One year later, the governor launched his broadside against VMI in which he directed the investigation of what he called “the clear and appalling culture of ongoing structural racism at [VMI].”
One is hard-pressed to find a more fraudulent statement made by a governor against a major institution in any State.
In VMI’s culture of honor, it was a “False Official Statement.” Worse, the governor’s signature block included the words, “Former President of VMI Honor Court.”
Unfortunately, he placed “personal gain above personal honor” – the reason his name goes unmentioned here.
Unsurprisingly, the report of the investigation contained numerous problems. It stemmed from the governor’s letter accusing VMI of the very thing that was to be investigated.
In the section addressing the Honor System, investigators complained of the higher percentage of black cadets “drummed out” for honor violations compared with whites – which had nothing to do with the only relevant question, whether or not a cadet had violated the honor code.
Typical of CRT-based efforts, investigators employed a few individual cases of cadet misbehavior to falsely claim institutional racism.
Prior to the report’s public release, however, the investigating firm refused to provide VMI’s leadership with the opportunity to view the report – a highly irregular practice.
Thomas G. Slater (VMI 1966), vice-chair of the State Council of Higher Education for Virginia – and a former president of the VMI Board of Visitors – resigned in protest.
The most telling feature of the report, however, was a glaring omission. The firm’s investigators failed to mention the name of Jonathan Daniels or his memorialization on the VMI post.
The platoon of investigators bypassed the opportunity to include this information when they discussed VMI’s iconography, stating, “. . . there is almost no representation of other [non-1860’s] military or civil rights iconography on post” (page 12 of 152).
The word “almost” appeared to be their escape hatch for a prejudiced effort. In a lengthy report focused on racism and culture, how in the world could an impartial, competent investigation fail to mention Jonathan Daniels’ memorialization?

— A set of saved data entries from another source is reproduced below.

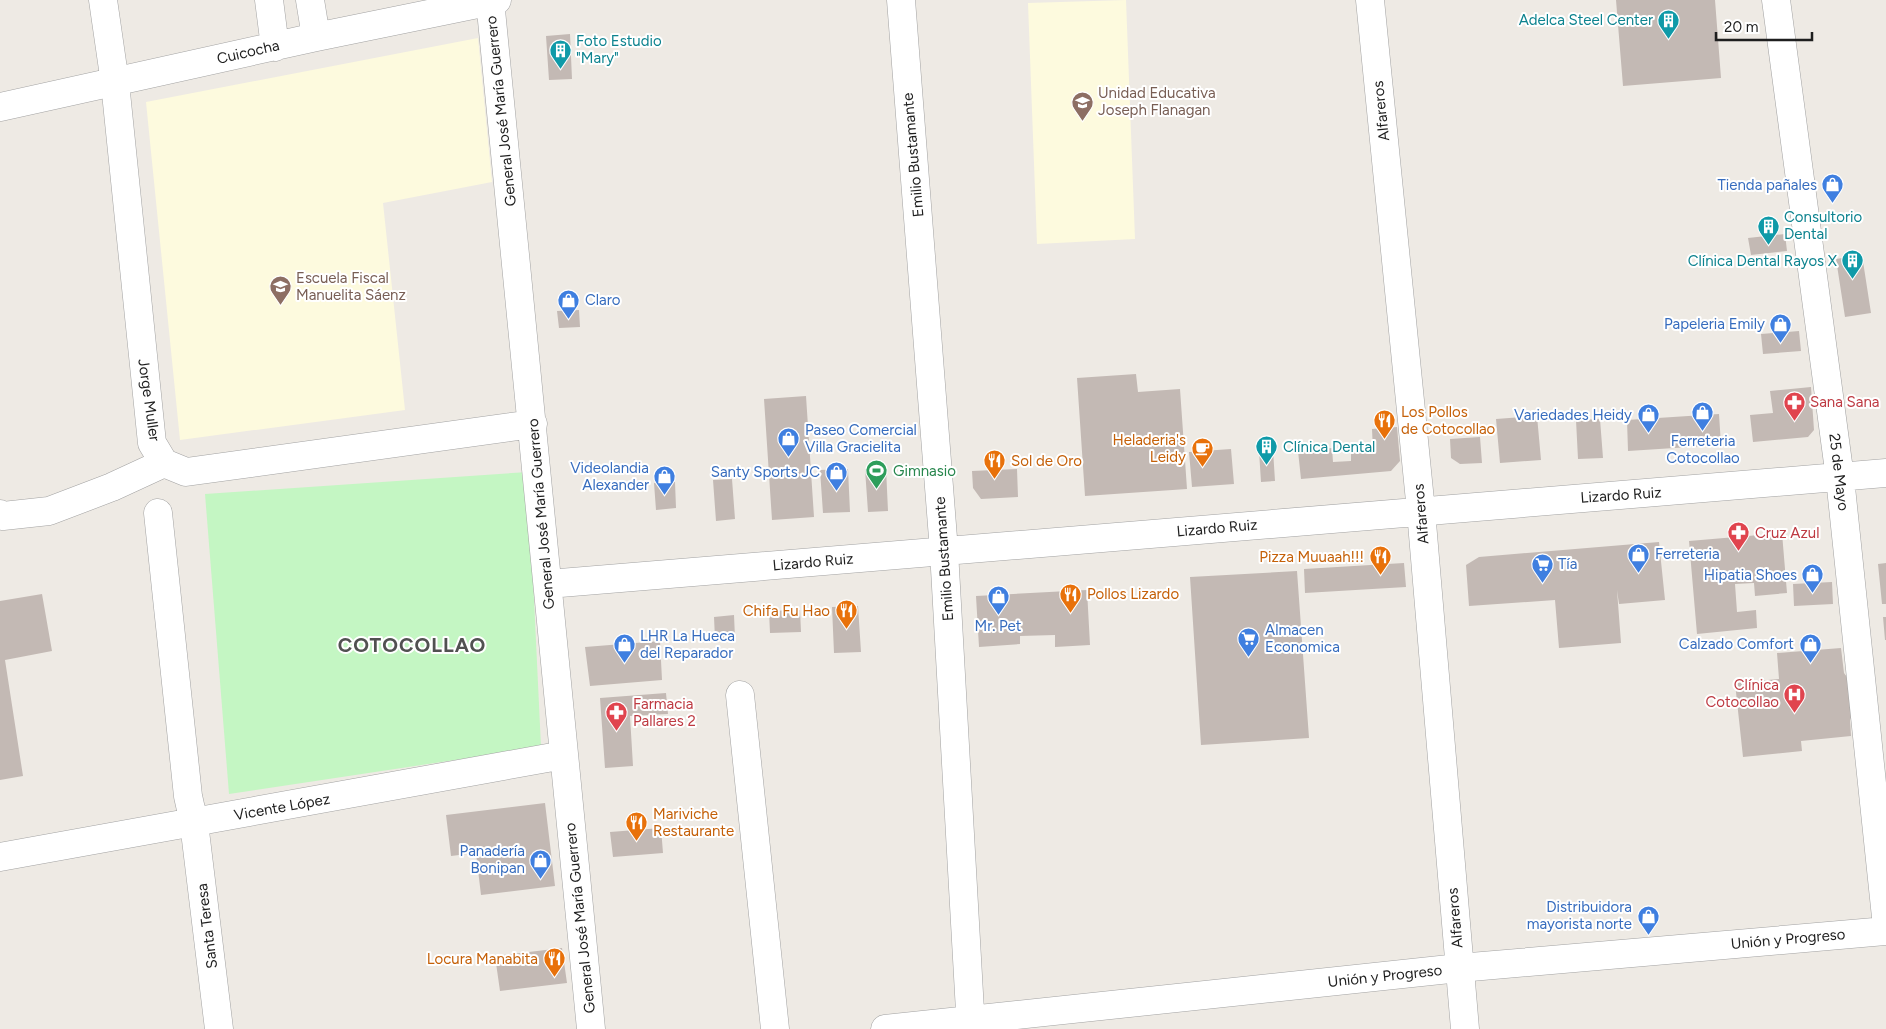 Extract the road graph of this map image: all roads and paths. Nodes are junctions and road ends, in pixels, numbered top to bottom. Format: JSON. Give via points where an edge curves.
{"nodes":[{"id":1,"x":103,"y":0,"type":"edge"},
{"id":2,"x":269,"y":0,"type":"edge"},
{"id":3,"x":310,"y":0,"type":"edge"},
{"id":4,"x":492,"y":0,"type":"edge"},
{"id":5,"x":901,"y":0,"type":"edge"},
{"id":6,"x":1370,"y":0,"type":"edge"},
{"id":7,"x":1776,"y":0,"type":"edge"},
{"id":8,"x":316,"y":37,"type":"junction"},
{"id":9,"x":275,"y":46,"type":"junction"},
{"id":10,"x":115,"y":83,"type":"junction"},
{"id":11,"x":0,"y":107,"type":"edge"},
{"id":12,"x":533,"y":424,"type":"junction"},
{"id":13,"x":164,"y":463,"type":"junction"},
{"id":14,"x":1886,"y":473,"type":"edge"},
{"id":15,"x":1840,"y":478,"type":"junction"},
{"id":16,"x":1421,"y":511,"type":"junction"},
{"id":17,"x":158,"y":513,"type":"dead end"},
{"id":18,"x":0,"y":514,"type":"edge"},
{"id":19,"x":944,"y":551,"type":"junction"},
{"id":20,"x":548,"y":584,"type":"junction"},
{"id":21,"x":740,"y":695,"type":"dead end"},
{"id":22,"x":564,"y":755,"type":"junction"},
{"id":23,"x":194,"y":823,"type":"junction"},
{"id":24,"x":0,"y":857,"type":"edge"},
{"id":25,"x":1886,"y":917,"type":"edge"},
{"id":26,"x":1886,"y":931,"type":"edge"},
{"id":27,"x":1459,"y":968,"type":"junction"},
{"id":28,"x":971,"y":1024,"type":"edge"},
{"id":29,"x":219,"y":1029,"type":"edge"},
{"id":30,"x":591,"y":1029,"type":"edge"},
{"id":31,"x":775,"y":1029,"type":"edge"},
{"id":32,"x":885,"y":1029,"type":"edge"},
{"id":33,"x":1465,"y":1029,"type":"edge"}],
"edges":[{"from":1,"to":10,"type":"street"},
{"from":2,"to":9,"type":"street"},
{"from":3,"to":8,"type":"street"},
{"from":4,"to":8,"type":"street","name":"Cuicocha"},
{"from":4,"to":12,"type":"street","name":"General José María Guerrero"},
{"from":5,"to":19,"type":"street","name":"Emilio Bustamante"},
{"from":6,"to":16,"type":"street","name":"Alfareros"},
{"from":7,"to":15,"type":"street","name":"25 de Mayo"},
{"from":8,"to":9,"type":"street","name":"Cuicocha"},
{"from":9,"to":10,"type":"street","name":"Cuicocha"},
{"from":10,"to":11,"type":"street","name":"Cuicocha"},
{"from":10,"to":13,"type":"street","name":"Jorge Muller","via":[[152,443]]},
{"from":12,"to":13,"type":"street","via":[[186,472]]},
{"from":12,"to":20,"type":"street","name":"General José María Guerrero"},
{"from":13,"to":18,"type":"street","via":[[48,511]]},
{"from":14,"to":15,"type":"street","name":"Lizardo Ruiz"},
{"from":15,"to":16,"type":"street","name":"Lizardo Ruiz"},
{"from":15,"to":25,"type":"street","name":"25 de Mayo"},
{"from":16,"to":19,"type":"street","name":"Lizardo Ruiz"},
{"from":16,"to":27,"type":"street","name":"Alfareros"},
{"from":17,"to":23,"type":"street","name":"Santa Teresa","via":[[188,796]]},
{"from":19,"to":20,"type":"street","name":"Lizardo Ruiz"},
{"from":19,"to":28,"type":"street","name":"Emilio Bustamante"},
{"from":20,"to":22,"type":"street","name":"General José María Guerrero"},
{"from":21,"to":31,"type":"street"},
{"from":22,"to":23,"type":"street","name":"Vicente López"},
{"from":22,"to":30,"type":"street","name":"General José María Guerrero"},
{"from":23,"to":24,"type":"street","name":"Vicente López"},
{"from":23,"to":29,"type":"street","name":"Santa Teresa"},
{"from":26,"to":27,"type":"street","name":"Unión y Progreso"},
{"from":27,"to":28,"type":"street","name":"Unión y Progreso"},
{"from":27,"to":33,"type":"street","name":"Alfareros"},
{"from":28,"to":32,"type":"street","name":"Unión y Progreso"}]} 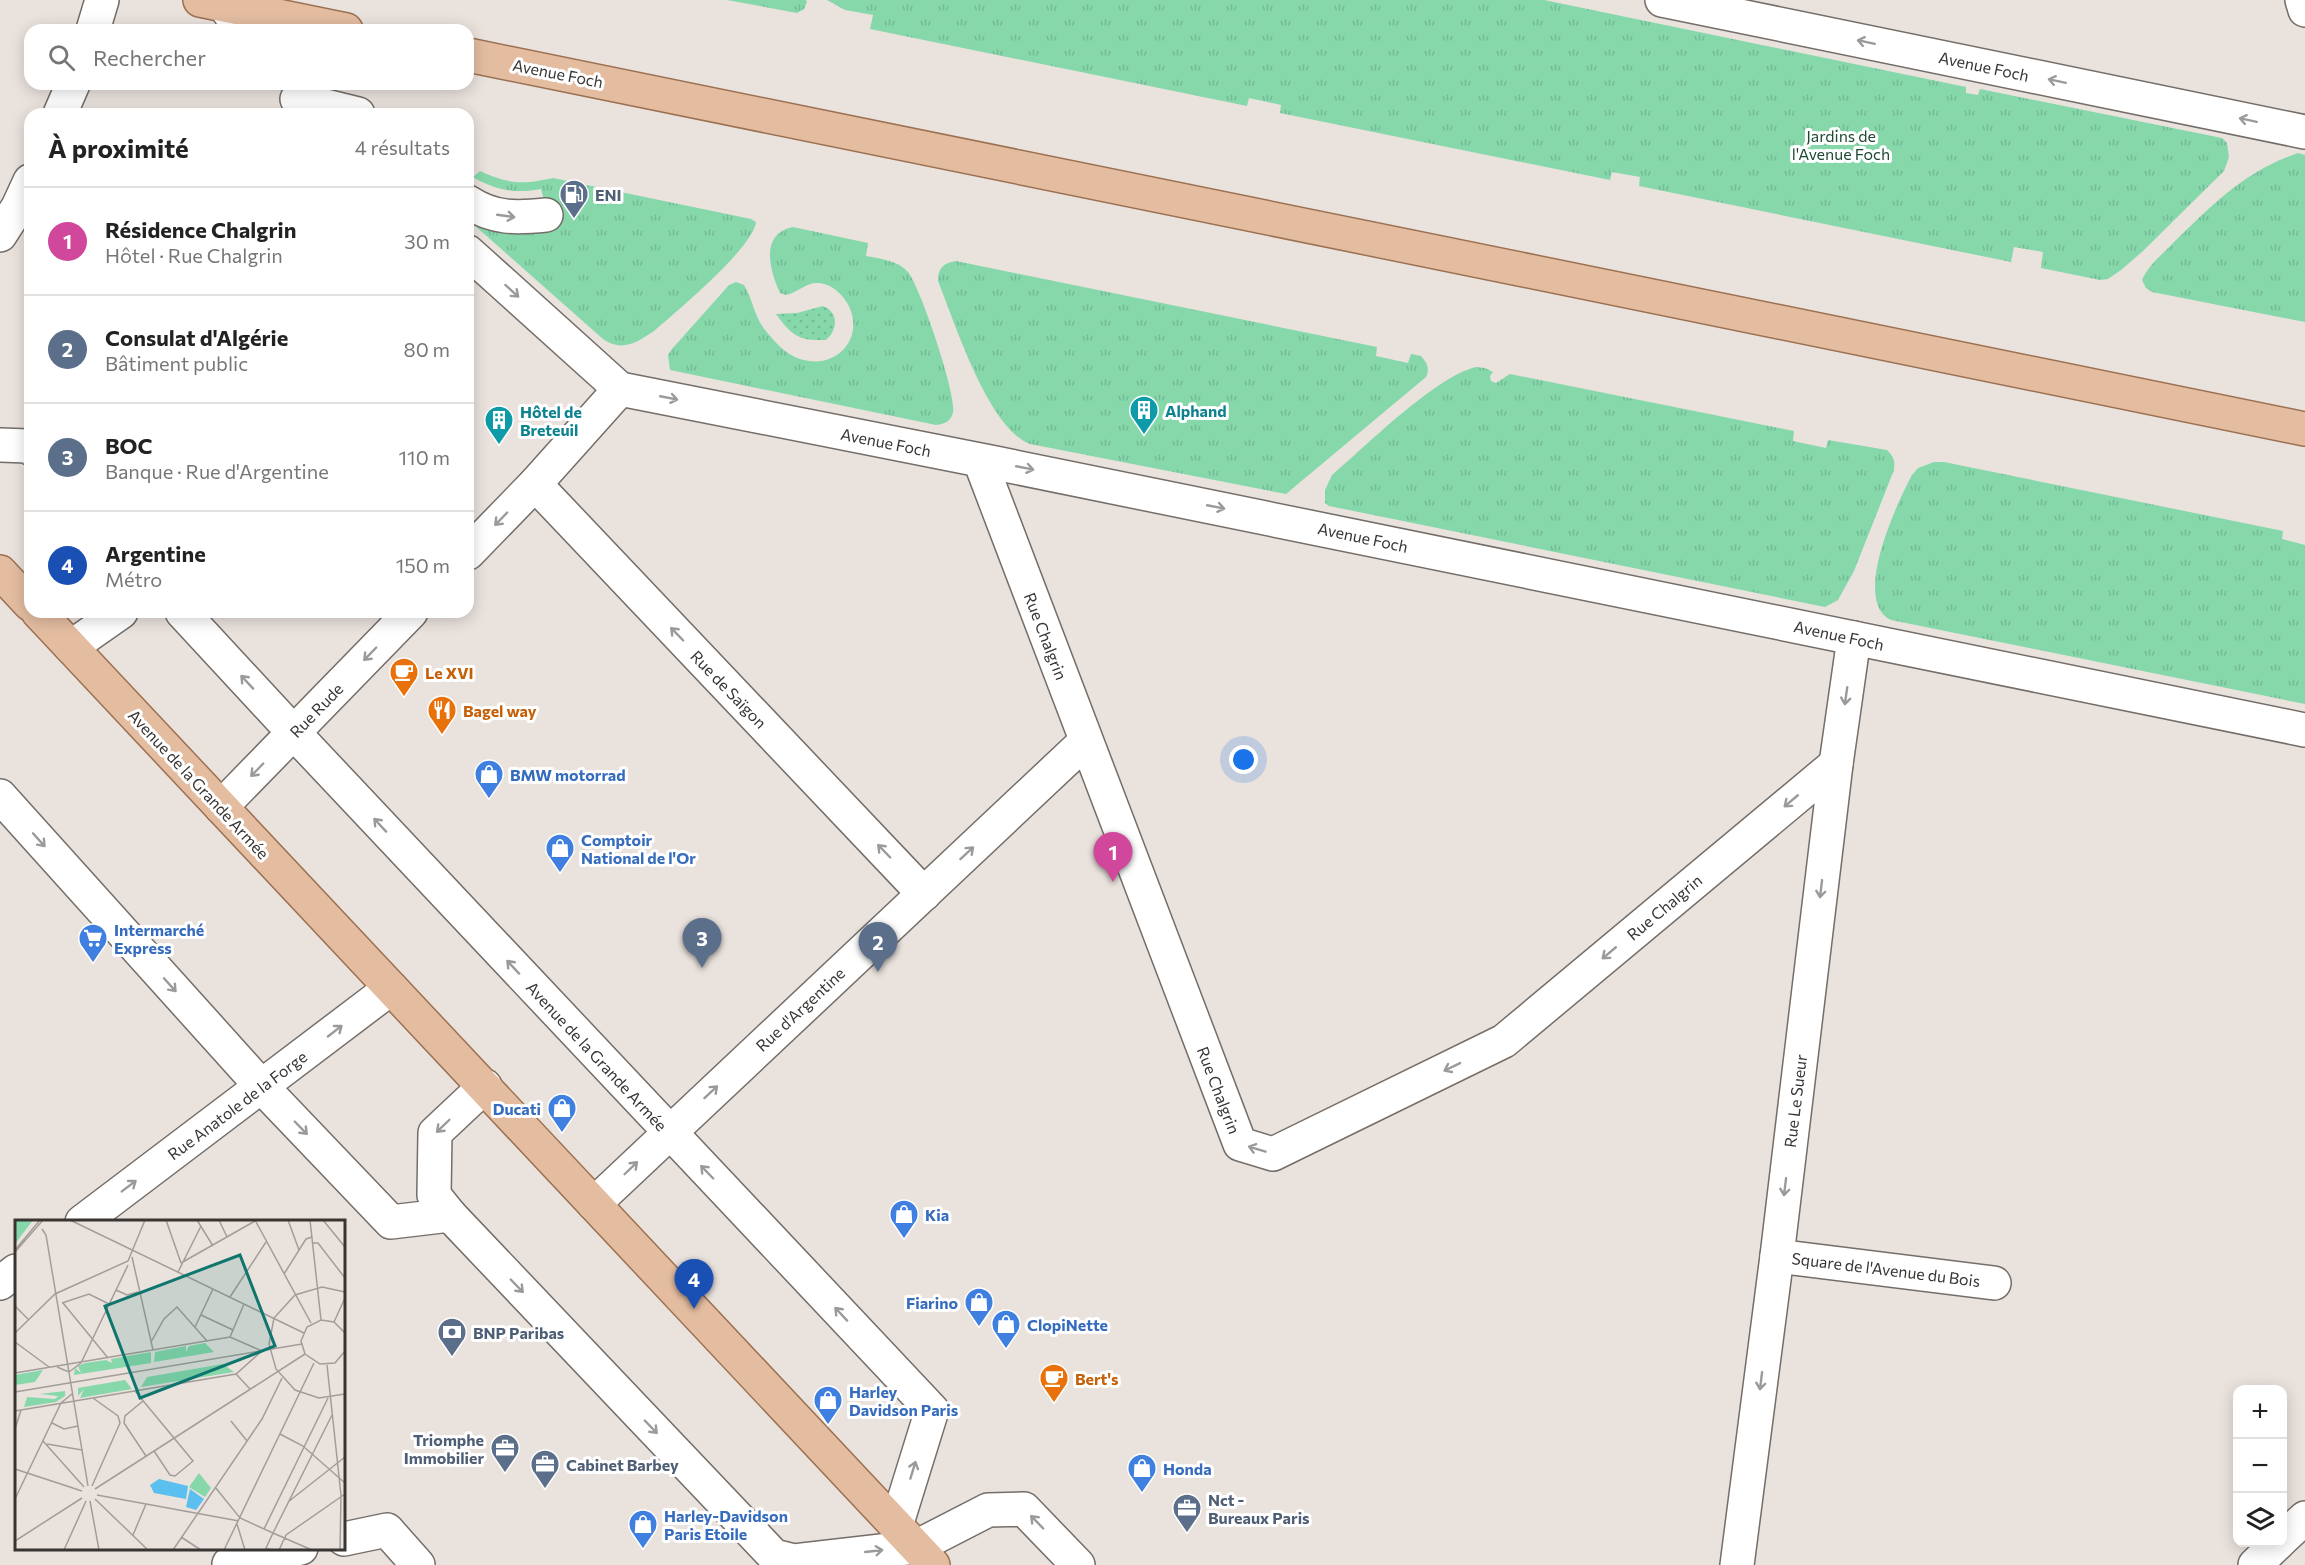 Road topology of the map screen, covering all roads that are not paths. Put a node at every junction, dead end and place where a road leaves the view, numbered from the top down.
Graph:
1 (102, 0) edge
2 (1662, 0) edge
3 (2302, 0) edge
4 (225, 9) edge
5 (2305, 10) edge
6 (95, 24) edge
7 (311, 24) edge
8 (474, 56) edge
9 (70, 90) edge
10 (298, 99) edge
11 (63, 108) edge
12 (334, 108) edge
13 (2305, 132) edge
14 (24, 194) edge
15 (474, 205) edge
16 (546, 215) dead end
17 (0, 235) edge
18 (474, 257) edge
19 (620, 388) junction
20 (2305, 429) edge
21 (0, 444) edge
22 (24, 446) edge
23 (980, 460) junction
24 (535, 484) junction
25 (474, 547) edge
26 (0, 572) edge
27 (24, 598) edge
28 (44, 618) edge
29 (112, 618) edge
30 (188, 618) edge
31 (405, 618) edge
32 (1854, 638) junction
33 (71, 647) junction
34 (2305, 730) edge
35 (294, 733) junction
36 (1086, 741) junction
37 (1836, 764) junction
38 (0, 796) edge
39 (221, 807) junction
40 (924, 894) junction
41 (391, 988) junction
42 (485, 1086) junction
43 (262, 1087) junction
44 (669, 1132) junction
45 (594, 1204) junction
46 (450, 1215) junction
47 (83, 1220) edge
48 (1777, 1256) junction
49 (15, 1272) edge
50 (0, 1283) edge
51 (1994, 1283) dead end
52 (2305, 1518) edge
53 (2287, 1535) edge
54 (345, 1539) edge
55 (915, 1546) edge
56 (2274, 1547) edge
57 (292, 1550) edge
58 (228, 1564) edge
59 (418, 1565) edge
60 (1077, 1565) edge
61 (1737, 1565) edge
62 (2255, 1565) edge

1 - 6 street
13 -> 2 street, Avenue Foch
3 - 5 street
4 - 7 main road
8 - 20 main road, Avenue Foch
9 - 11 street
10 - 12 street
14 - 17 street
15 -> 16 street
18 -> 19 street
19 -> 23 street, Avenue Foch
19 - 24 street
21 - 22 street
23 -> 32 street, Avenue Foch
23 - 36 street, Rue Chalgrin
24 -> 25 street
40 -> 24 street, Rue de Saïgon
26 - 27 main road
28 - 33 main road, Avenue de la Grande Armée
29 - 33 street
35 -> 30 street, Avenue de la Grande Armée
31 -> 35 street, Rue Rude
32 - 34 street, Avenue Foch
32 -> 37 street, Rue Le Sueur
33 - 39 main road, Avenue de la Grande Armée
35 -> 39 street, Rue Rude
44 -> 35 street, Avenue de la Grande Armée
37 -> 36 street, Rue Chalgrin
40 -> 36 street, Rue d'Argentine
37 -> 48 street, Rue Le Sueur
38 -> 43 street
39 - 41 main road, Avenue de la Grande Armée
44 -> 40 street, Rue d'Argentine
41 - 42 main road, Avenue de la Grande Armée
43 -> 41 street, Rue Anatole de la Forge
42 - 45 main road, Avenue de la Grande Armée
42 -> 46 street
43 -> 46 street
47 -> 43 street, Rue Anatole de la Forge
45 -> 44 street, Rue d'Argentine
55 -> 44 street, Avenue de la Grande Armée
45 - 55 main road, Avenue de la Grande Armée
46 -> 55 street
48 - 51 street, Square de l'Avenue du Bois
48 -> 61 street, Rue Le Sueur
49 - 50 street
52 - 53 street
54 - 59 street
60 -> 55 street
56 - 62 street
57 - 58 street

The most likely reason the report omitted this significant memorialization was that it represented among the strongest possible refutations of The Narrative of an appalling, structurally racist culture at VMI.
Jonathan Daniels’ self-sacrificial act took place on August 20, 1965, when he deliberately stepped into the line of fire during a Civil Rights era confrontation at Hayneville, Alabama.
He took the full shotgun blast from a white, part-time deputy sheriff who intended to shoot a young black girl outside a convenience store. Daniels pushed the girl down to safety, but he was hit and died instantly.
Daniels – his class valedictorian four years earlier – was by this time studying for the Episcopal Church’s ministry. He had taken time off during the summer to participate in voter registration efforts in the South. (An annual Jonathan Daniels Pilgrimage is held in Lowndes County, Alabama, each August, an event I attended in 2018.)
Jonathan Daniels has been recognized in two books and a documentary about his life. The Episcopal Church added the date of his death to its Calendar of Lesser Feasts and Fasts. Daniels’ name is included among the fifteen honored at England’s Canterbury Cathedral in its Chapel of Martyrs.
In 1997 VMI established the Jonathan M. Daniels ’61 Humanitarian Award. President Carter was the first recipient; the second was Ambassador Andrew Young.
In 2004, VMI dedicated the Jonathan Daniels Arch and Courtyard (one of only four named archways at the VMI barracks). All of this predated the neo-Marxism marked by CRT’s ascendance and that of its “close cousin,” Diversity-Inclusion-Equity (DIE).
When he heard of Daniels’ self-sacrificial act, Dr. Martin Luther King said, “One of the most heroic Christian deeds of which I have heard in my entire ministry was performed by Jonathan Daniels.”
For the mandated racism investigation to “cancel” Jonathan Daniels from its report – as well VMI’s strenuous recognition of one of the true heroes of the Civil Rights era – represented either a case of shameless partiality or inexcusable incompetence.
Moreover, it capped a compromised and flawed investigation. It deserved to be trashed.